"""

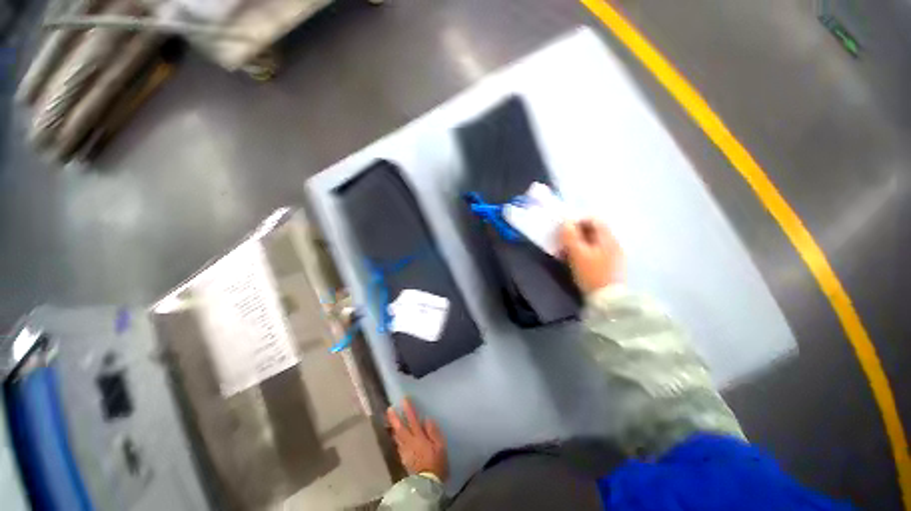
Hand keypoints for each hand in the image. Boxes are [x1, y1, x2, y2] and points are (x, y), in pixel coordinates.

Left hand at [386, 398, 448, 480]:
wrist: (428, 483)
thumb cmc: (437, 462)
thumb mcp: (440, 445)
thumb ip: (433, 431)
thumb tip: (427, 419)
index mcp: (419, 437)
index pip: (413, 420)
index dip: (408, 409)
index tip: (404, 399)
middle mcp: (409, 442)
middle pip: (400, 428)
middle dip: (394, 417)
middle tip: (389, 408)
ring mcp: (405, 451)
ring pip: (396, 436)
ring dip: (393, 426)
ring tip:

"""

* ABOUT THIS EXERCISE *
The line containing "index dip: (408, 409)" marks where the copy ends; print every line before it from the start of the records, and that line too, but no pictures.

* RESPONSE TO THE TASK *
Hand keypoints for each hand in the image. Boxes are [x1, y1, x2, y2] and points are (x, y), in pixel coordinates.

Left hand at [386, 398, 448, 480]:
wrist: (428, 483)
thumb cmc: (437, 462)
thumb mcp: (440, 445)
thumb ip: (433, 431)
thumb tip: (427, 419)
index mcp: (419, 437)
index pip: (413, 420)
index dip: (408, 409)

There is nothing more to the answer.